Will Goodings: Birmo, do you think that, perversely, the most likely result of Cory Bernardi’s sort of hairy-chested brand of conservatism is that it makes it much easier for Labor to win government? Because it splits your vote? Not just at the federal election, but more importantly for the South Australian Liberals at the next state election next year.
Simon Birmingham: Well I’ll make a couple of points there. You know, firstly to again emphasise that South Australian voters had a choice of One Nation and libertarian parties and, indeed, anti-Muslim parties at the last election and they chose, more than 345,000 of them, chose to vote for the Liberal Party and the Liberal Party’s values. So first point is that many of those choices already exist and we’ve confronted them and dealt with them at the ballot box before. And go back to 1998 when Pauline Hanson got more than 8 per cent of the nationwide vote at that election when John Howard was the Liberal leader. We’ve seen the ups and downs of it and we’ve dealt with those issues before.
I’m confident that Steven Marshall and his team is the most united, I think, I can ever recall, and I suspect most fair-minded commentators would say they could ever recall, the South Australian Liberal Party being. And I’m sure that they will present an incredibly strong and united front at the next election with plans to address the electricity crisis in South Australia, with plans to deal with the child protection crisis where Jay Weatherill is unable to keep South Australian children safe, with plans to lift the South Australian economy. Other states over the last couple of years have managed to see job growth, in the case of Victoria, of more than 100,000 jobs last year and yet South Australia of course is stagnating.
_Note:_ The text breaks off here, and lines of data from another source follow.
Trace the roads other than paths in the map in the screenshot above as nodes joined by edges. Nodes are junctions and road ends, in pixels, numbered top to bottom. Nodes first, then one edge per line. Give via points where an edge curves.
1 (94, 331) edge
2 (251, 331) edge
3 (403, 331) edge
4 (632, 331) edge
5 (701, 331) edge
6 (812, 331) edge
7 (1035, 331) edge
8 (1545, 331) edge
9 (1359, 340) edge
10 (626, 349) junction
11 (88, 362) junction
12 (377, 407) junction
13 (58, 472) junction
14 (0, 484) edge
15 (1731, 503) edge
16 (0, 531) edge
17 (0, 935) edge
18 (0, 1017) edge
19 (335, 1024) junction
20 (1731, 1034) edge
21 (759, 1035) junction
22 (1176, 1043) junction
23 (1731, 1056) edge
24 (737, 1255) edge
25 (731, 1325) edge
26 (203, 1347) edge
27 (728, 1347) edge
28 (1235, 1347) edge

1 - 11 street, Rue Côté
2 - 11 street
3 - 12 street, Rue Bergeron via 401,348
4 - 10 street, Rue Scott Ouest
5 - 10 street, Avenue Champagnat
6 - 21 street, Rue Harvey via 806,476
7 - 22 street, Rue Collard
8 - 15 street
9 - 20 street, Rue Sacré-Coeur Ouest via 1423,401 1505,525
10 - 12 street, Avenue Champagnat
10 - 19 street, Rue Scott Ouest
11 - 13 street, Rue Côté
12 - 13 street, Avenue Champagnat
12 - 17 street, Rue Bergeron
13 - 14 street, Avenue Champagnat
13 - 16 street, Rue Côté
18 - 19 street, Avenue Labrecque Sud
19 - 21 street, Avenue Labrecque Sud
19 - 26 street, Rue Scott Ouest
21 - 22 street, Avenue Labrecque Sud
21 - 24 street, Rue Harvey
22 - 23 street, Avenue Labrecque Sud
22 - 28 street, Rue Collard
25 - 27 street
So I mean, there’s a clear choice for South Australians at the next election and I don’t think it’s a choice between players on the fringe, it will be a choice between Jay Weatherill who’s failed to keep children safe, failed to keep the lights on, failed to create jobs, and …
David Penberth: [Interrupts] Alright, Senator Simon Birmingham, thank you for your time.
Simon Birmingham: A pleasure guys.
Will Goodings: Thanks very much for that, Birmo. We had intended also to get to some child care legislation, very important cost of living stuff, that’s before the Parliament this week. We’ll save that for another day.